------ LISTED ENTRIES

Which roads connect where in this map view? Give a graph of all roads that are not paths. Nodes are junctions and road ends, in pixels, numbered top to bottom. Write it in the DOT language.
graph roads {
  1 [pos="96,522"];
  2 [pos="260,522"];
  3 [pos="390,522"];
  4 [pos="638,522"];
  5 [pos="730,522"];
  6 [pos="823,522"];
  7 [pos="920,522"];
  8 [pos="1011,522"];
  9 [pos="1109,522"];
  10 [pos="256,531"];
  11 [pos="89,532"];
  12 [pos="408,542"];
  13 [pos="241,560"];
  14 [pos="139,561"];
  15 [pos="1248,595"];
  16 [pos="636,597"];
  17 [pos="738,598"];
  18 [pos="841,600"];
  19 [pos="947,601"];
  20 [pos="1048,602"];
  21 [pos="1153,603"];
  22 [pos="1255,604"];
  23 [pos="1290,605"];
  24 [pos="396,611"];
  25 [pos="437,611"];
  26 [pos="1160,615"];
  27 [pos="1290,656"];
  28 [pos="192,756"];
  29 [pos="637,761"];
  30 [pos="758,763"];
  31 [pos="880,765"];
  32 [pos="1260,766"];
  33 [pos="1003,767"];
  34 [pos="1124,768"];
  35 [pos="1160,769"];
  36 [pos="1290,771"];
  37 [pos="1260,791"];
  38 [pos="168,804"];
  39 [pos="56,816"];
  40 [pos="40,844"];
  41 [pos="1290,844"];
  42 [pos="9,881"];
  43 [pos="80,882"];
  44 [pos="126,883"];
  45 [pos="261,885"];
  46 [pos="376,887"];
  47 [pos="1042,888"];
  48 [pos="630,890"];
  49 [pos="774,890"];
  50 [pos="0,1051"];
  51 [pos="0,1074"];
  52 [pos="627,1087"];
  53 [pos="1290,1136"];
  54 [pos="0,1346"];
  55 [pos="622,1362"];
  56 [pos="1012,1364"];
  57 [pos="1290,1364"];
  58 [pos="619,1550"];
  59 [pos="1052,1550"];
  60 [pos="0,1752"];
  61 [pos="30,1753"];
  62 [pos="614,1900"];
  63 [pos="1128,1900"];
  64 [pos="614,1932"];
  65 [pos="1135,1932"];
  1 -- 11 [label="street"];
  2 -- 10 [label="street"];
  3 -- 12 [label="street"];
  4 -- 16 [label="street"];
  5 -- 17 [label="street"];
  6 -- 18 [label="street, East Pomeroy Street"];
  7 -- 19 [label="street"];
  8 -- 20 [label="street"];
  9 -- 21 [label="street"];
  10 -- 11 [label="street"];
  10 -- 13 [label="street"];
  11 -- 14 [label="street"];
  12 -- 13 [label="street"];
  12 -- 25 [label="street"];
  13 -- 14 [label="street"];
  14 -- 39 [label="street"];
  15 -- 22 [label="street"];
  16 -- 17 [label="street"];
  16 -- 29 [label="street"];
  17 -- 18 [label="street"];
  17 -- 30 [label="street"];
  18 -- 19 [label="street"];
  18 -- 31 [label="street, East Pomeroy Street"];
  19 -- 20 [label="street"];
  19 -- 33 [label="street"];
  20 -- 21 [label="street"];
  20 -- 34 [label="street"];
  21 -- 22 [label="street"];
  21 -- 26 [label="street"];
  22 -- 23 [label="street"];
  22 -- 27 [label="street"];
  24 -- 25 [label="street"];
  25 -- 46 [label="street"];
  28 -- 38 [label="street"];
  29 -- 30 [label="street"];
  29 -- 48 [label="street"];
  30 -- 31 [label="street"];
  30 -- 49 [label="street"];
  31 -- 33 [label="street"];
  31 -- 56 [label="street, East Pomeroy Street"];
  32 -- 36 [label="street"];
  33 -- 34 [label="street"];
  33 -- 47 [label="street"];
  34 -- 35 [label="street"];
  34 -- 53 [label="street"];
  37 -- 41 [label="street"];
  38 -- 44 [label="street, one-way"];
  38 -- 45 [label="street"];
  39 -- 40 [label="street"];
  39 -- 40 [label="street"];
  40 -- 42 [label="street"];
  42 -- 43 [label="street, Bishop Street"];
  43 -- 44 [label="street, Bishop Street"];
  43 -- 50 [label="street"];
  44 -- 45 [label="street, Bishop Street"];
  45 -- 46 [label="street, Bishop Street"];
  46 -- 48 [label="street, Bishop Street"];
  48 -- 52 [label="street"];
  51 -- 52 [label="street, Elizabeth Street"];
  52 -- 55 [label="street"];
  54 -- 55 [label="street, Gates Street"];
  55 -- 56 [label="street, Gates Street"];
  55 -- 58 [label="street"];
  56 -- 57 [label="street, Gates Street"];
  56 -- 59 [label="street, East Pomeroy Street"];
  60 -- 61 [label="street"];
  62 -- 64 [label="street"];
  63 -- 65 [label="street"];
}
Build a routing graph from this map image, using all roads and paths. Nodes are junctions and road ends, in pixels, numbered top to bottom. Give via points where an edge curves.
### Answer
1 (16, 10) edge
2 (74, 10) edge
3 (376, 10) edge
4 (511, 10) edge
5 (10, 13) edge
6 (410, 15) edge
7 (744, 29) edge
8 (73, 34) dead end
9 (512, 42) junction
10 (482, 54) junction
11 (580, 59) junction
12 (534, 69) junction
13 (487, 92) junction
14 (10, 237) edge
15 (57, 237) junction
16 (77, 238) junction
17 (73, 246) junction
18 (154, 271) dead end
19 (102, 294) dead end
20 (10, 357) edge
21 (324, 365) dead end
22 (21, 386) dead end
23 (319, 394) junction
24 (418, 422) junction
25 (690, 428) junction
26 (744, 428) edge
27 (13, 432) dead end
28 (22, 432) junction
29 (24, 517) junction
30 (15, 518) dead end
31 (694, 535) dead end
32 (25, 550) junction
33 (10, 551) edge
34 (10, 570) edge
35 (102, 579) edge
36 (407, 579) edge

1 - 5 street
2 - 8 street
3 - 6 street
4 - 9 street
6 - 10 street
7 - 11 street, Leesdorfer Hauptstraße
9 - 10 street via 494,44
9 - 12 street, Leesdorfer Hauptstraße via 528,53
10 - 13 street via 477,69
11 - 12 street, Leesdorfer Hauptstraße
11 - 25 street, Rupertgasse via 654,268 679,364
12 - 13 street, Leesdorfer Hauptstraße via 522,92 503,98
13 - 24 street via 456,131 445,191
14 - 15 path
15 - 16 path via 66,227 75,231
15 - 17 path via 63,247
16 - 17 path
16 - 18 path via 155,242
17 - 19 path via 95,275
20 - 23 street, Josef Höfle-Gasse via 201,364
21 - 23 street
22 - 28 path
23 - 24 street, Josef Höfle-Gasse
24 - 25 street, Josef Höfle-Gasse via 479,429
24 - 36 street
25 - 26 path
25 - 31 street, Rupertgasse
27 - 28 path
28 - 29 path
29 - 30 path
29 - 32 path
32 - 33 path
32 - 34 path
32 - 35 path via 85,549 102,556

------------

Isolate the lines above that contain the word "paths" and copy them.

> _RESULT_
Which roads connect where in this map view? Give a graph of all roads that are not paths. Nodes are junctions and road ends, in pixels, numbered top to bottom. Write it in the DOT language.
Build a routing graph from this map image, using all roads and paths. Nodes are junctions and road ends, in pixels, numbered top to bottom. Give via points where an edge curves.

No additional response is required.